FIG. 5 is a block diagram illustrating an autonomous driving vehicle according to one embodiment of the disclosure. Referring to FIG. 5, autonomous driving vehicle 501 may be the same as ADV 101, and can be communicatively coupled to one or more servers over a network, which may be any type of networks such as a local area network (LAN), a wide area network (WAN) such as the Internet, a cellular network, a satellite network, or a combination thereof, wired or wireless. The server(s) may be any kind of servers or a cluster of servers, such as Web or cloud servers, application servers, backend servers, or a combination thereof. A server may be a data analytics server, a content server, a traffic information server, a map and point of interest (MPOI) server, or a location server, etc.

An autonomous driving vehicle refers to a vehicle that can be configured to in an autonomous mode in which the vehicle navigates through an environment with little or no input from a driver. Such an autonomous driving vehicle can include a sensor system having one or more sensors that are configured to detect information about the environment in which the vehicle operates. The vehicle and its associated controller(s) use the detected information to navigate through the environment. Autonomous driving vehicle 501 can operate in a manual mode, a full autonomous mode, or a partial autonomous mode.

In one embodiment, autonomous driving vehicle 501 includes, but is not limited to, autonomous driving system (ADS) 510, vehicle control system 511, wireless communication system 512, user interface system 513, and sensor system 515. Autonomous driving vehicle 501 may further include certain common components included in ordinary vehicles, such as, an engine, wheels, steering wheel, transmission, etc., which may be controlled by vehicle control system 511 and/or ADS 510 using a variety of communication signals and/or commands, such as, for example, acceleration signals or commands, deceleration signals or commands, steering signals or commands, braking signals or commands, etc.

Components 510-515 may be communicatively coupled to each other via an interconnect, a bus, a network, or a combination thereof. For example, components 510-515 may be communicatively coupled to each other via a controller area network (CAN) bus. A CAN bus is a vehicle bus standard designed to allow microcontrollers and devices to communicate with each other in applications without a host computer. It is a message-based protocol, designed originally for multiplex electrical wiring within automobiles, but is also used in many other contexts.

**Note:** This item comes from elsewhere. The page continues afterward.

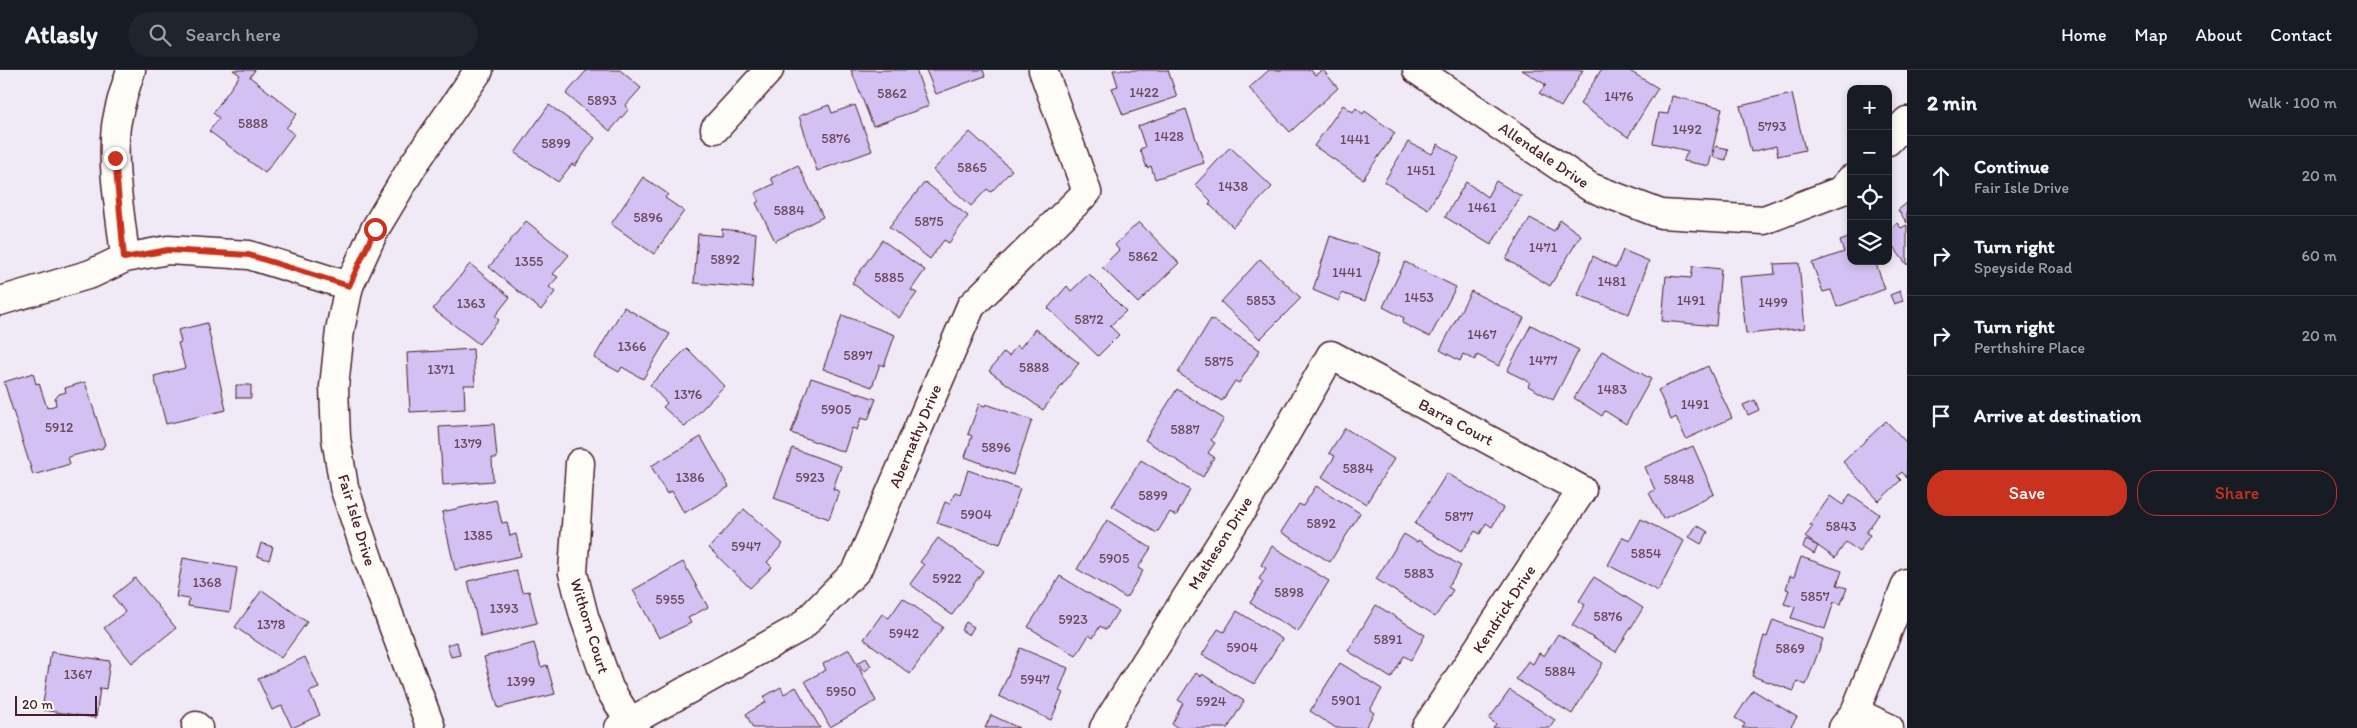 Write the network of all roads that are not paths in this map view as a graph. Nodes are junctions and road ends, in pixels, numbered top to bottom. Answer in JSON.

Referring now to FIG. 6, in one embodiment, sensor system 515 includes, but it is not limited to, one or more cameras 611, global positioning system (GPS) unit 612, inertial measurement unit (IMU) 613, radar unit 614, and a light detection and range (LIDAR) unit 615. GPS system 612 may include a transceiver operable to provide information regarding the position of the autonomous driving vehicle. IMU unit 613 may sense position and orientation changes of the autonomous driving vehicle based on inertial acceleration. Radar unit 614 may represent a system that utilizes radio signals to sense objects within the local environment of the autonomous driving vehicle. In some embodiments, in addition to sensing objects, radar unit 614 may additionally sense the speed and/or heading of the objects. LIDAR unit 615 may sense objects in the environment in which the autonomous driving vehicle is located using lasers. LIDAR unit 615 could include one or more laser sources, a laser scanner, and one or more detectors, among other system components. Cameras 611 may include one or more devices to capture images of the environment surrounding the autonomous driving vehicle. Cameras 611 may be still cameras and/or video cameras. A camera may be mechanically movable, for example, by mounting the camera on a rotating and/or tilting a platform.

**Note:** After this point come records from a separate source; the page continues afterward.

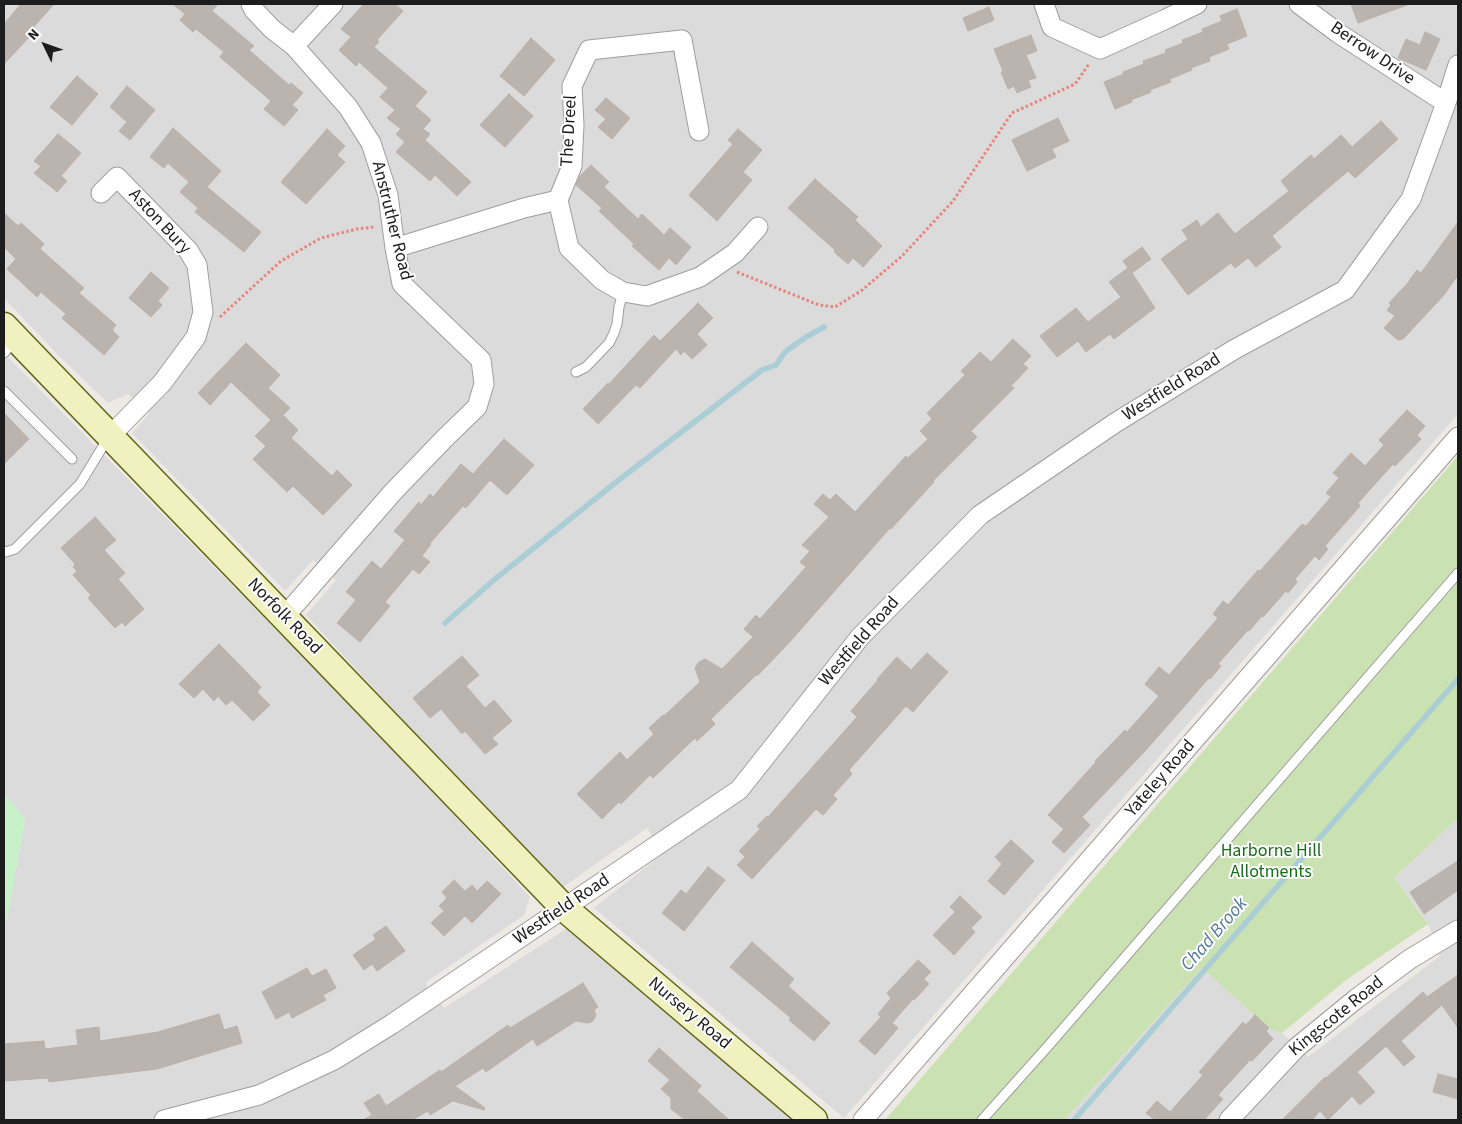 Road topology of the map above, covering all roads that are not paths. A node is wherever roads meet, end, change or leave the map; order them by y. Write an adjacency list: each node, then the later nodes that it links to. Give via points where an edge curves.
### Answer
1 (251, 4): 6 (street, Anstruther Road, via 272,29)
2 (333, 4): 6 (street)
3 (1044, 4): 4 (street, via 1052,27 1100,49)
4 (1197, 4)
5 (1299, 4): 8 (street, Berrow Drive)
6 (294, 46): 13 (street, Anstruther Road, via 348,107 371,143 388,195)
7 (1458, 65): 8 (street, Westfield Road)
8 (1446, 103): 24 (street, Westfield Road, via 1412,199 1345,290 1235,349 1115,423 980,515 860,637 739,790)
9 (699, 131): 11 (street, The Dreel, via 682,40 589,50 572,86 572,166)
10 (101, 193): 18 (street, Aston Bury, via 116,177 188,250 197,264 203,312 196,337 162,383)
11 (558, 200): 13 (street); 14 (street, via 569,248 602,280)
12 (758, 227): 14 (street, via 735,253 700,277 646,296)
13 (395, 248): 23 (street, Anstruther Road, via 402,284 481,360 484,384 477,407 393,492)
14 (623, 292): 16 (lane, via 617,324 609,343 586,367)
15 (8, 340): 18 (main road, Norfolk Road)
16 (576, 372)
17 (4, 391): 20 (lane)
18 (110, 436): 21 (lane, via 80,484 15,549); 23 (main road, Norfolk Road)
19 (1458, 437): 28 (street, Yateley Road)
20 (72, 460)
21 (4, 551)
22 (1458, 573): 29 (lane)
23 (284, 617): 24 (main road, Norfolk Road)
24 (564, 908): 26 (street, Westfield Road, via 334,1060 259,1095); 27 (main road, Nursery Road)
25 (1458, 930): 30 (street, Kingscote Road, via 1402,965 1296,1048)
26 (164, 1120)
27 (814, 1120)
28 (863, 1120)
29 (982, 1120)
30 (1229, 1120)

Sensor system 515 may further include other sensors, such as, a sonar sensor, an infrared sensor, a steering sensor, a throttle sensor, a braking sensor, and an audio sensor (e.g., microphone). An audio sensor may be configured to capture sound from the environment surrounding the autonomous driving vehicle. A steering sensor may be configured to sense the steering angle of a steering wheel, wheels of the vehicle, or a combination thereof. A throttle sensor and a braking sensor sense the throttle position and braking position of the vehicle, respectively. In some situations, a throttle sensor and a braking sensor may be integrated as an integrated throttle/braking sensor.

In one embodiment, vehicle control system 511 includes, but is not limited to, steering unit 601, throttle unit 602 (also referred to as an acceleration unit), and braking unit 603. Steering unit 601 is to adjust the direction or heading of the vehicle. Throttle unit 602 is to control the speed of the motor or engine that in turn controls the speed and acceleration of the vehicle. Braking unit 603 is to decelerate the vehicle by providing friction to slow the wheels or tires of the vehicle. Note that the components as shown in FIG. 6 may be implemented in hardware, software, or a combination thereof.

Referring back to FIG. 5, wireless communication system 512 is to allow communication between autonomous driving vehicle 501 and external systems, such as devices, sensors, other vehicles, etc. For example, wireless communication system 512 can wirelessly communicate with one or more devices directly or via a communication network. Wireless communication system 512 can use any cellular communication network or a wireless local area network (WLAN), e.g., using WiFi to communicate with another component or system. Wireless communication system 512 could communicate directly with a device (e.g., a mobile device of a passenger, a display device, a speaker within vehicle 501), for example, using an infrared link, Bluetooth, etc. User interface system 513 may be part of peripheral devices implemented within vehicle 501 including, for example, a keyboard, a touch screen display device, a microphone, and a speaker, etc.

Some or all of the functions of autonomous driving vehicle 501 may be controlled or managed by ADS 510, especially when operating in an autonomous driving mode. ADS 510 includes the necessary hardware (e.g., processor(s), memory, storage) and software (e.g., operating system, planning and routing programs) to receive information from sensor system 515, control system 511, wireless communication system 512, and/or user interface system 513, process the received information, plan a route or path from a starting point to a destination point, and then drive vehicle 501 based on the planning and control information. Alternatively, ADS 510 may be integrated with vehicle control system 511.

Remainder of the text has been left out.